| Problem |
Please state the number of lines in the material below that contain "Mohrhennsfeld", with no other words.

| Available data |
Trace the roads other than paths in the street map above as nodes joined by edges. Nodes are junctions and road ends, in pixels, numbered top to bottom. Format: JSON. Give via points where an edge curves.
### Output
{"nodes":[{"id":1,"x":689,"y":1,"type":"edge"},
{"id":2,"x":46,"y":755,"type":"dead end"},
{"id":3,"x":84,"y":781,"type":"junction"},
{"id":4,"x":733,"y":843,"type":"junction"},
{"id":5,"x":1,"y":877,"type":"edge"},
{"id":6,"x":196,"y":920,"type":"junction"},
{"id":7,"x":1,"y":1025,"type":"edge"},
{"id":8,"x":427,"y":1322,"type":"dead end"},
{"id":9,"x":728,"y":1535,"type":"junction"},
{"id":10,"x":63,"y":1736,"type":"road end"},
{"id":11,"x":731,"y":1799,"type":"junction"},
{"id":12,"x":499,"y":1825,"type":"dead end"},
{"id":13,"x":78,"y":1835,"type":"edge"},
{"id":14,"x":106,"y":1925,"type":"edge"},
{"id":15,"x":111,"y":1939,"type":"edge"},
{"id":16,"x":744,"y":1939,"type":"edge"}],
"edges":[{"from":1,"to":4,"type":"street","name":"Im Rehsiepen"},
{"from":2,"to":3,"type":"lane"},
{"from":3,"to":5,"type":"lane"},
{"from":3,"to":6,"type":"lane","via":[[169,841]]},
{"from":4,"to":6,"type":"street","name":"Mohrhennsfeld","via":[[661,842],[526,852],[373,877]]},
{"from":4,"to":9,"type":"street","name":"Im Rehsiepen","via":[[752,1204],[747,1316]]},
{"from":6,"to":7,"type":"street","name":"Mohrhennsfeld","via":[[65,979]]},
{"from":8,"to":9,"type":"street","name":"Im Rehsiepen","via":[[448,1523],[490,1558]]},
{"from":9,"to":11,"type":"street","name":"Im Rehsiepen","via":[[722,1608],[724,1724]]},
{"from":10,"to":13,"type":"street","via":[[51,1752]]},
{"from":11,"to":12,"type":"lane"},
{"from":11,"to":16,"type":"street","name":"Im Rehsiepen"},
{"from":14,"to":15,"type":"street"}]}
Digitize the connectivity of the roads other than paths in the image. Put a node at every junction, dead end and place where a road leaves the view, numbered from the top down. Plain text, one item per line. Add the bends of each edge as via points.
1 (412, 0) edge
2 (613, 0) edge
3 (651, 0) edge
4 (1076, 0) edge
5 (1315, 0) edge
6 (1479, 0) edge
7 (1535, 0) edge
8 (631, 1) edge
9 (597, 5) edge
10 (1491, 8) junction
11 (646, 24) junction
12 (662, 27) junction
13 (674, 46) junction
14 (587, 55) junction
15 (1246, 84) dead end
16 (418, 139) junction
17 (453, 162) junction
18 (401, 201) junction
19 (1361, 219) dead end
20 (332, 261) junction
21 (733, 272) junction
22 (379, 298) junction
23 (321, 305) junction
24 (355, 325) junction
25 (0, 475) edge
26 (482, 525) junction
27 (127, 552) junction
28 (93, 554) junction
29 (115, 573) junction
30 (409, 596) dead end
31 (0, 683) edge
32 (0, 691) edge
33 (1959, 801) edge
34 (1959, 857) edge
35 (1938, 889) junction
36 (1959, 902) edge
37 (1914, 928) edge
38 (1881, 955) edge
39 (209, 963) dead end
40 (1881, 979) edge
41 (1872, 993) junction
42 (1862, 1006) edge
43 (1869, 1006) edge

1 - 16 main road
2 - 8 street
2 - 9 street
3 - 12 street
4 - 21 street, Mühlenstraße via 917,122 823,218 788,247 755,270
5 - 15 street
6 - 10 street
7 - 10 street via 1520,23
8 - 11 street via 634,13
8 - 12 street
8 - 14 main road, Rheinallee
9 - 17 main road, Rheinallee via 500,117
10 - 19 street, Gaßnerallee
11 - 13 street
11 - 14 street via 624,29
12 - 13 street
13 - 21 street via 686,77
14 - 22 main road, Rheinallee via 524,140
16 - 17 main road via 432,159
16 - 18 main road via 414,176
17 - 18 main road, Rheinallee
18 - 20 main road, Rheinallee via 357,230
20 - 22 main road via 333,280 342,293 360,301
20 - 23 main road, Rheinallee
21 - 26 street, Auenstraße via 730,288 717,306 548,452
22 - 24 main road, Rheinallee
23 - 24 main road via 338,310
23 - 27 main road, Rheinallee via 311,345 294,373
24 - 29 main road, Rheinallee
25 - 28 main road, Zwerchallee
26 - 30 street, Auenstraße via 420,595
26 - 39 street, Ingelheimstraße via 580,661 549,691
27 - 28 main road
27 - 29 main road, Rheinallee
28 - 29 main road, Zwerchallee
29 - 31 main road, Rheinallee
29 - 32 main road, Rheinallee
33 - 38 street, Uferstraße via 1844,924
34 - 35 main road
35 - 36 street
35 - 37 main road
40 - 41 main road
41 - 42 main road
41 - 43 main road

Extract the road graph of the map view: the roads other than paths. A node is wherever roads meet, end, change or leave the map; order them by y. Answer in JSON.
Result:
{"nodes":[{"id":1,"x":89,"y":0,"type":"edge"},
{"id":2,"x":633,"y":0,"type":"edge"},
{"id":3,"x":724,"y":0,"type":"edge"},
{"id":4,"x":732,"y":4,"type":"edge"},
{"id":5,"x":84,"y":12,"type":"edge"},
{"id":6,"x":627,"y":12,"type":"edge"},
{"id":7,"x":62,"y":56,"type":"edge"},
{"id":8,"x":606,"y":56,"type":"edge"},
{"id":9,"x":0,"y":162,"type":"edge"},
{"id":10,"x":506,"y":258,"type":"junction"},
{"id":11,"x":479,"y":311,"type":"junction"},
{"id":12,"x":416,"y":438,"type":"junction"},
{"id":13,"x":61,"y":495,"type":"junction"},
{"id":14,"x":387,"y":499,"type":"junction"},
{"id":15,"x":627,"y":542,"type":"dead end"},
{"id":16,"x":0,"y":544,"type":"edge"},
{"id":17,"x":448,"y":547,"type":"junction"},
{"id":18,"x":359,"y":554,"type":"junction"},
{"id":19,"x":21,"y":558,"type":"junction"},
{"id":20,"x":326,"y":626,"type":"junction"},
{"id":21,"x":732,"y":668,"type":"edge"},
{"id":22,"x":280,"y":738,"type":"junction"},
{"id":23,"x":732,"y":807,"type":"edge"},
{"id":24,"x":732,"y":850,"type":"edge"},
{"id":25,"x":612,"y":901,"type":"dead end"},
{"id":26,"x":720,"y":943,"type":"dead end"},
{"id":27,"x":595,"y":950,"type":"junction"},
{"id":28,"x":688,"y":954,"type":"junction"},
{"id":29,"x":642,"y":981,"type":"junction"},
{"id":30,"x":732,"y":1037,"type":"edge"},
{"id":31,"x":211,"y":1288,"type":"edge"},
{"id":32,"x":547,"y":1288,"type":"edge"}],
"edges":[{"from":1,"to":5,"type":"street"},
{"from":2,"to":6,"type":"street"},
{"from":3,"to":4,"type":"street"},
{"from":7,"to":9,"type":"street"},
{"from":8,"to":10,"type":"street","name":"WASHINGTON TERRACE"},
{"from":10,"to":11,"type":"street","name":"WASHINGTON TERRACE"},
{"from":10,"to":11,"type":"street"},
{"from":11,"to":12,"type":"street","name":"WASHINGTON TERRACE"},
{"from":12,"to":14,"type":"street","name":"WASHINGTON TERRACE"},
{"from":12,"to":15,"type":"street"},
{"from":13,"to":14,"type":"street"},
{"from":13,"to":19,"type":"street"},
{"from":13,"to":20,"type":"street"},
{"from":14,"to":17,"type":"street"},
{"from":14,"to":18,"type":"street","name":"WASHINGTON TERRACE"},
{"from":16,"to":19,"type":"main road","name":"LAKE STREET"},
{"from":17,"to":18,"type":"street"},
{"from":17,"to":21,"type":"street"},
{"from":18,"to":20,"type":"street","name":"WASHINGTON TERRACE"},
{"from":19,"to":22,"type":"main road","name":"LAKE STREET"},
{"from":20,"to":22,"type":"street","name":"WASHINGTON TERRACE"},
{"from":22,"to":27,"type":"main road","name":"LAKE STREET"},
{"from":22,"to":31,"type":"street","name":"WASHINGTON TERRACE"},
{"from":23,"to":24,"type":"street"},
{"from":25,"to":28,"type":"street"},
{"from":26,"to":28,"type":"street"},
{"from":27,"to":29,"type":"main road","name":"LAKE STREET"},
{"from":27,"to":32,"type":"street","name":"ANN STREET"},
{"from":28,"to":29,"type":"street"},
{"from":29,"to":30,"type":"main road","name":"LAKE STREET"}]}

| Exercise output |
2